• [MATERIAL PROVIDED]:
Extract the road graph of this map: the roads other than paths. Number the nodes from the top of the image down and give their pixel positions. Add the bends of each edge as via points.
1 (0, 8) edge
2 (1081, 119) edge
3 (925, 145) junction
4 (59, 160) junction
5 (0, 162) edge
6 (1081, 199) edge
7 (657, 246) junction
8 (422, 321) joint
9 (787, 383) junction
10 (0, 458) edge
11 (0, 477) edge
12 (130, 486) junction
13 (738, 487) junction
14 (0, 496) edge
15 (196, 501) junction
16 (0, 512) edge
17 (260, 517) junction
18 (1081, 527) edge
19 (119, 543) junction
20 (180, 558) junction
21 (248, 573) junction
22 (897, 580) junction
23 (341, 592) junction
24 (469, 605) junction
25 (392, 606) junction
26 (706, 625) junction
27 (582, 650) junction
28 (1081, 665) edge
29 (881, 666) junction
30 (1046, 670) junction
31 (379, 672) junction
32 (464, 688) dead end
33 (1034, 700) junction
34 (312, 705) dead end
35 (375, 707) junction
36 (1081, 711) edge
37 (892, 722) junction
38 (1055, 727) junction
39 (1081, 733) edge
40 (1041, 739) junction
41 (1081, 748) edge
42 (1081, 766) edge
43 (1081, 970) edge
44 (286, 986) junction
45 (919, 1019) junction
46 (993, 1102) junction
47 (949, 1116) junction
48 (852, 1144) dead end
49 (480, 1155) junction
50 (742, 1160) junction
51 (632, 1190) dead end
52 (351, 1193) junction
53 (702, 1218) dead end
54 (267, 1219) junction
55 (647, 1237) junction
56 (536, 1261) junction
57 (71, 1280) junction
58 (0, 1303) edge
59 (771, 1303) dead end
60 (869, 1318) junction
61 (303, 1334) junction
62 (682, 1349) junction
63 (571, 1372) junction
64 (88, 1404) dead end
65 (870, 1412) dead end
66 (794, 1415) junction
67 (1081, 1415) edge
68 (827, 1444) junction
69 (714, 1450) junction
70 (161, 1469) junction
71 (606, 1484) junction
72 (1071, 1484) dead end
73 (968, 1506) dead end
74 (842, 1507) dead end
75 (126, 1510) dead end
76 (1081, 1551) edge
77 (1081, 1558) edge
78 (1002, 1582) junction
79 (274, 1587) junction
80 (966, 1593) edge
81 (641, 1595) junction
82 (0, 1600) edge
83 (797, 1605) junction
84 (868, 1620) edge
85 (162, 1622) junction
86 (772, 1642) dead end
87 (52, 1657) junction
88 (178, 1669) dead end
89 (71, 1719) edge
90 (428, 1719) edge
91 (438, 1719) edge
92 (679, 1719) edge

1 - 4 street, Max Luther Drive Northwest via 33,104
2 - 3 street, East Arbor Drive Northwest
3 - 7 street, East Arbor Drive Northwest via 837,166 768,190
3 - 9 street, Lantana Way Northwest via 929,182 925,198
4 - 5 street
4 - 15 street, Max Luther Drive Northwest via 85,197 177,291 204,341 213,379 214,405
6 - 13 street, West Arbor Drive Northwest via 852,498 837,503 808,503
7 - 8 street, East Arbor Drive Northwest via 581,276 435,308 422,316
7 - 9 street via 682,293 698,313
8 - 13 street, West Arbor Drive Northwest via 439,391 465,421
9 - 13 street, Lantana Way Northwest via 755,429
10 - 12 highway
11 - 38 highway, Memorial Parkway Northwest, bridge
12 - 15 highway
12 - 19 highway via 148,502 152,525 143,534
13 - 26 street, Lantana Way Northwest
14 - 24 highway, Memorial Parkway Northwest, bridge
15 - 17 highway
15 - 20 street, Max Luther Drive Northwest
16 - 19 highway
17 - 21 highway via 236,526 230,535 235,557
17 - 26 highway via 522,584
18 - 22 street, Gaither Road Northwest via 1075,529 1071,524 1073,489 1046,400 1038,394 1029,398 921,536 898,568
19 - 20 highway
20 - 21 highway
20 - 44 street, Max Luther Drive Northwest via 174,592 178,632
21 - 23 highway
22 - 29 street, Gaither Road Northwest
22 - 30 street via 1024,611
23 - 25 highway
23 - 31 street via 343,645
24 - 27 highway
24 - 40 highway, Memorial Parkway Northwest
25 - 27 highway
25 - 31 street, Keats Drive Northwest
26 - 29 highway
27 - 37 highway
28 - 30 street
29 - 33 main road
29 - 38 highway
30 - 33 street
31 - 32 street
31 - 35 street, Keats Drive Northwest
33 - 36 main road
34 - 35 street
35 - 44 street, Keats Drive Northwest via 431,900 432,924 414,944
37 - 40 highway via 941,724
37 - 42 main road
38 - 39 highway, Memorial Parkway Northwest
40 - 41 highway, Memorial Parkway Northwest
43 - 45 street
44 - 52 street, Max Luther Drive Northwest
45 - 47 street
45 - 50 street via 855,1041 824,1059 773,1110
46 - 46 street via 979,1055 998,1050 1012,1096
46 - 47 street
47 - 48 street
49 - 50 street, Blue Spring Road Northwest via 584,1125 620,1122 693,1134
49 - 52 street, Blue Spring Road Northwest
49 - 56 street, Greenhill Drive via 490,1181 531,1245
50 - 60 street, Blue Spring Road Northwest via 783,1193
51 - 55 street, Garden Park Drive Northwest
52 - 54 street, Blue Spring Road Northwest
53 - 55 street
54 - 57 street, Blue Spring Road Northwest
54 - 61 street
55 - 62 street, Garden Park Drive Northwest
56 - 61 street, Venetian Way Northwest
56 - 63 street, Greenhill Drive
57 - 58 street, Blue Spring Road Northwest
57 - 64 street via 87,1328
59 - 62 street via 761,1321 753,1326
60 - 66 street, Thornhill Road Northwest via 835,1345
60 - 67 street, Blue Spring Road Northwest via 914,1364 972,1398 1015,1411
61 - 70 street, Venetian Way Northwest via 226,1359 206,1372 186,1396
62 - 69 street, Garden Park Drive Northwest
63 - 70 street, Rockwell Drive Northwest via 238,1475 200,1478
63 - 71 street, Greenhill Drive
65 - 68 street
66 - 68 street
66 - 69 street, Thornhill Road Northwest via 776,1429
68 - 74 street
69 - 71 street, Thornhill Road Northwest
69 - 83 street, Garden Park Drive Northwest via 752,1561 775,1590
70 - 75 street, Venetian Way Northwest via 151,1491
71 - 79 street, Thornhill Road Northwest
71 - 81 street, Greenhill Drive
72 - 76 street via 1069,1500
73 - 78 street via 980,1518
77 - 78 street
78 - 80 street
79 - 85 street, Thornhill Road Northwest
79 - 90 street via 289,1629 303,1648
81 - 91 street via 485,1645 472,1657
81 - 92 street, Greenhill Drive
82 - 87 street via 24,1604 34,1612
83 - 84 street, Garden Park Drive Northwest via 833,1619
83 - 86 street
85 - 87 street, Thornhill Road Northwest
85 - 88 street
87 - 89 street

• [WHAT TO PRODUCE]: Tell me how many lines in the entries contain the string "Lantana", and give nothing besides that number.

• [WRITTEN ANSWER]: 3